*Work to be completed:*
The whole listing must be printed again without any alteration.

### Entries provided ###

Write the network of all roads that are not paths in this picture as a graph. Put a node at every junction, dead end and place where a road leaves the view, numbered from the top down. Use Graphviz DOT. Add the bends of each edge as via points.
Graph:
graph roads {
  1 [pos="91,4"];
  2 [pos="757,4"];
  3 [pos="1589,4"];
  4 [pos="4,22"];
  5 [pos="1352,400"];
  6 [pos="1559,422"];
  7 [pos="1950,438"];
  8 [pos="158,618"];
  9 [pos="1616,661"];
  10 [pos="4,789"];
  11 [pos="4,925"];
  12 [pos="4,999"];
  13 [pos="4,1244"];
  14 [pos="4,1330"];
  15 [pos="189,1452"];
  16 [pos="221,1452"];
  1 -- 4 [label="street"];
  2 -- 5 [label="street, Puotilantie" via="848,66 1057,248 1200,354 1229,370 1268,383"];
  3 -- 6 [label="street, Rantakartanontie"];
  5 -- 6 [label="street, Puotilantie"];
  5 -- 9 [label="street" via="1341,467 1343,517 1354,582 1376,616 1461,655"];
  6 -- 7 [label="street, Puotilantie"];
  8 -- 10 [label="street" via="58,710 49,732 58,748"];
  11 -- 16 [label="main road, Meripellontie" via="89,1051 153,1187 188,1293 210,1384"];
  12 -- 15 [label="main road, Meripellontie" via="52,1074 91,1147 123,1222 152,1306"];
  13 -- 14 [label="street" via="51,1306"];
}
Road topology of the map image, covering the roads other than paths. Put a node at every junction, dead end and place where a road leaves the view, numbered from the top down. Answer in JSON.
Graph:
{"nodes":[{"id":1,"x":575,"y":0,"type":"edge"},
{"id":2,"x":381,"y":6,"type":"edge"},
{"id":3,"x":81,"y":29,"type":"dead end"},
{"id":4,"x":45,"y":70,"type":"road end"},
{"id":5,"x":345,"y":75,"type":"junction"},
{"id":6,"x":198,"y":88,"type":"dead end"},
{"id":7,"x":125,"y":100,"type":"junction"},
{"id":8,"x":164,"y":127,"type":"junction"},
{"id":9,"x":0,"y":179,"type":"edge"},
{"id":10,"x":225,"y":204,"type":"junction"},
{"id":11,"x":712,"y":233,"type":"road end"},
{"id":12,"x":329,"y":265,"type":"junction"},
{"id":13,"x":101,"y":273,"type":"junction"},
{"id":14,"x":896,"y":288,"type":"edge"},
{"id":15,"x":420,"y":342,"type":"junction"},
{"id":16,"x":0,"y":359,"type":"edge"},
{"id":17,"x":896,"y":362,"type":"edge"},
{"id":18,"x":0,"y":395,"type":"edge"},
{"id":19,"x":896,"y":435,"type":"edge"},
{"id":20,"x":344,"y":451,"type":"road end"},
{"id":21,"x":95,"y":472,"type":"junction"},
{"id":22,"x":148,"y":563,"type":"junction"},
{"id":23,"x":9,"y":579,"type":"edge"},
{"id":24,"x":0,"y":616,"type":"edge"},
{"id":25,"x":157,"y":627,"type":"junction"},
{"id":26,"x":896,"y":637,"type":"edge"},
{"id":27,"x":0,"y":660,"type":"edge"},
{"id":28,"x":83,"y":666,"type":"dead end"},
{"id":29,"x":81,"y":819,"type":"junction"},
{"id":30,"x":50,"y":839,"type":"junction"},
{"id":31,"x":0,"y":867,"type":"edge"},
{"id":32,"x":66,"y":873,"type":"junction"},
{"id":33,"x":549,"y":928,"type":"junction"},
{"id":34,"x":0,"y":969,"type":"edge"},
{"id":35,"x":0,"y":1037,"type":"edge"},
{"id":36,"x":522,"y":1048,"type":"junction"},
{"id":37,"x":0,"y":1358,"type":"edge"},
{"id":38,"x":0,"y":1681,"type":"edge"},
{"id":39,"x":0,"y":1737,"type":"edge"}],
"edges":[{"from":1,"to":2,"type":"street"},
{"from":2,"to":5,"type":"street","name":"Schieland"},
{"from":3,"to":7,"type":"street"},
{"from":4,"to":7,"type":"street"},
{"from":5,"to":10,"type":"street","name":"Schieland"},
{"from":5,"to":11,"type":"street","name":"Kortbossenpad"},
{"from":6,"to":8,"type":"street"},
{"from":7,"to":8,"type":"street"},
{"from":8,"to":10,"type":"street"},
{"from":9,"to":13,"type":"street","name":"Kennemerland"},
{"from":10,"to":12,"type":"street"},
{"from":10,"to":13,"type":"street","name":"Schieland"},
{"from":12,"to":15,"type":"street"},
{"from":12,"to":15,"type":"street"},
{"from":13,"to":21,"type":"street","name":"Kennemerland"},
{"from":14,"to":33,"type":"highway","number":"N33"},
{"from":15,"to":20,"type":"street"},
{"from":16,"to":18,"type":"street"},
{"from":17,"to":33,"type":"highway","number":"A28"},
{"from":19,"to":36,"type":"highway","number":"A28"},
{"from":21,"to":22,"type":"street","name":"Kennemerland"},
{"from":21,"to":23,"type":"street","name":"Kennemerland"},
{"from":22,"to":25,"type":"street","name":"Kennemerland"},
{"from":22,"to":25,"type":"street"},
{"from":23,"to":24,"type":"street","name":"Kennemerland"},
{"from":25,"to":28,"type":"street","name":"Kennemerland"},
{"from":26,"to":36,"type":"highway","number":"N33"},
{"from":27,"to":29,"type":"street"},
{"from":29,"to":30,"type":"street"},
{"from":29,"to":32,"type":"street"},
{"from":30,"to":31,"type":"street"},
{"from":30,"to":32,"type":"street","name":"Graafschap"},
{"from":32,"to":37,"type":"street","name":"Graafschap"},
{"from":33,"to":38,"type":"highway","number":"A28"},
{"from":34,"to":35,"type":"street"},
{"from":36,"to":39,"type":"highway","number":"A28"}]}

###

*Reply to the task:*
Write the network of all roads that are not paths in this picture as a graph. Put a node at every junction, dead end and place where a road leaves the view, numbered from the top down. Use Graphviz DOT. Add the bends of each edge as via points.
Graph:
graph roads {
  1 [pos="91,4"];
  2 [pos="757,4"];
  3 [pos="1589,4"];
  4 [pos="4,22"];
  5 [pos="1352,400"];
  6 [pos="1559,422"];
  7 [pos="1950,438"];
  8 [pos="158,618"];
  9 [pos="1616,661"];
  10 [pos="4,789"];
  11 [pos="4,925"];
  12 [pos="4,999"];
  13 [pos="4,1244"];
  14 [pos="4,1330"];
  15 [pos="189,1452"];
  16 [pos="221,1452"];
  1 -- 4 [label="street"];
  2 -- 5 [label="street, Puotilantie" via="848,66 1057,248 1200,354 1229,370 1268,383"];
  3 -- 6 [label="street, Rantakartanontie"];
  5 -- 6 [label="street, Puotilantie"];
  5 -- 9 [label="street" via="1341,467 1343,517 1354,582 1376,616 1461,655"];
  6 -- 7 [label="street, Puotilantie"];
  8 -- 10 [label="street" via="58,710 49,732 58,748"];
  11 -- 16 [label="main road, Meripellontie" via="89,1051 153,1187 188,1293 210,1384"];
  12 -- 15 [label="main road, Meripellontie" via="52,1074 91,1147 123,1222 152,1306"];
  13 -- 14 [label="street" via="51,1306"];
}
Road topology of the map image, covering the roads other than paths. Put a node at every junction, dead end and place where a road leaves the view, numbered from the top down. Answer in JSON.
Graph:
{"nodes":[{"id":1,"x":575,"y":0,"type":"edge"},
{"id":2,"x":381,"y":6,"type":"edge"},
{"id":3,"x":81,"y":29,"type":"dead end"},
{"id":4,"x":45,"y":70,"type":"road end"},
{"id":5,"x":345,"y":75,"type":"junction"},
{"id":6,"x":198,"y":88,"type":"dead end"},
{"id":7,"x":125,"y":100,"type":"junction"},
{"id":8,"x":164,"y":127,"type":"junction"},
{"id":9,"x":0,"y":179,"type":"edge"},
{"id":10,"x":225,"y":204,"type":"junction"},
{"id":11,"x":712,"y":233,"type":"road end"},
{"id":12,"x":329,"y":265,"type":"junction"},
{"id":13,"x":101,"y":273,"type":"junction"},
{"id":14,"x":896,"y":288,"type":"edge"},
{"id":15,"x":420,"y":342,"type":"junction"},
{"id":16,"x":0,"y":359,"type":"edge"},
{"id":17,"x":896,"y":362,"type":"edge"},
{"id":18,"x":0,"y":395,"type":"edge"},
{"id":19,"x":896,"y":435,"type":"edge"},
{"id":20,"x":344,"y":451,"type":"road end"},
{"id":21,"x":95,"y":472,"type":"junction"},
{"id":22,"x":148,"y":563,"type":"junction"},
{"id":23,"x":9,"y":579,"type":"edge"},
{"id":24,"x":0,"y":616,"type":"edge"},
{"id":25,"x":157,"y":627,"type":"junction"},
{"id":26,"x":896,"y":637,"type":"edge"},
{"id":27,"x":0,"y":660,"type":"edge"},
{"id":28,"x":83,"y":666,"type":"dead end"},
{"id":29,"x":81,"y":819,"type":"junction"},
{"id":30,"x":50,"y":839,"type":"junction"},
{"id":31,"x":0,"y":867,"type":"edge"},
{"id":32,"x":66,"y":873,"type":"junction"},
{"id":33,"x":549,"y":928,"type":"junction"},
{"id":34,"x":0,"y":969,"type":"edge"},
{"id":35,"x":0,"y":1037,"type":"edge"},
{"id":36,"x":522,"y":1048,"type":"junction"},
{"id":37,"x":0,"y":1358,"type":"edge"},
{"id":38,"x":0,"y":1681,"type":"edge"},
{"id":39,"x":0,"y":1737,"type":"edge"}],
"edges":[{"from":1,"to":2,"type":"street"},
{"from":2,"to":5,"type":"street","name":"Schieland"},
{"from":3,"to":7,"type":"street"},
{"from":4,"to":7,"type":"street"},
{"from":5,"to":10,"type":"street","name":"Schieland"},
{"from":5,"to":11,"type":"street","name":"Kortbossenpad"},
{"from":6,"to":8,"type":"street"},
{"from":7,"to":8,"type":"street"},
{"from":8,"to":10,"type":"street"},
{"from":9,"to":13,"type":"street","name":"Kennemerland"},
{"from":10,"to":12,"type":"street"},
{"from":10,"to":13,"type":"street","name":"Schieland"},
{"from":12,"to":15,"type":"street"},
{"from":12,"to":15,"type":"street"},
{"from":13,"to":21,"type":"street","name":"Kennemerland"},
{"from":14,"to":33,"type":"highway","number":"N33"},
{"from":15,"to":20,"type":"street"},
{"from":16,"to":18,"type":"street"},
{"from":17,"to":33,"type":"highway","number":"A28"},
{"from":19,"to":36,"type":"highway","number":"A28"},
{"from":21,"to":22,"type":"street","name":"Kennemerland"},
{"from":21,"to":23,"type":"street","name":"Kennemerland"},
{"from":22,"to":25,"type":"street","name":"Kennemerland"},
{"from":22,"to":25,"type":"street"},
{"from":23,"to":24,"type":"street","name":"Kennemerland"},
{"from":25,"to":28,"type":"street","name":"Kennemerland"},
{"from":26,"to":36,"type":"highway","number":"N33"},
{"from":27,"to":29,"type":"street"},
{"from":29,"to":30,"type":"street"},
{"from":29,"to":32,"type":"street"},
{"from":30,"to":31,"type":"street"},
{"from":30,"to":32,"type":"street","name":"Graafschap"},
{"from":32,"to":37,"type":"street","name":"Graafschap"},
{"from":33,"to":38,"type":"highway","number":"A28"},
{"from":34,"to":35,"type":"street"},
{"from":36,"to":39,"type":"highway","number":"A28"}]}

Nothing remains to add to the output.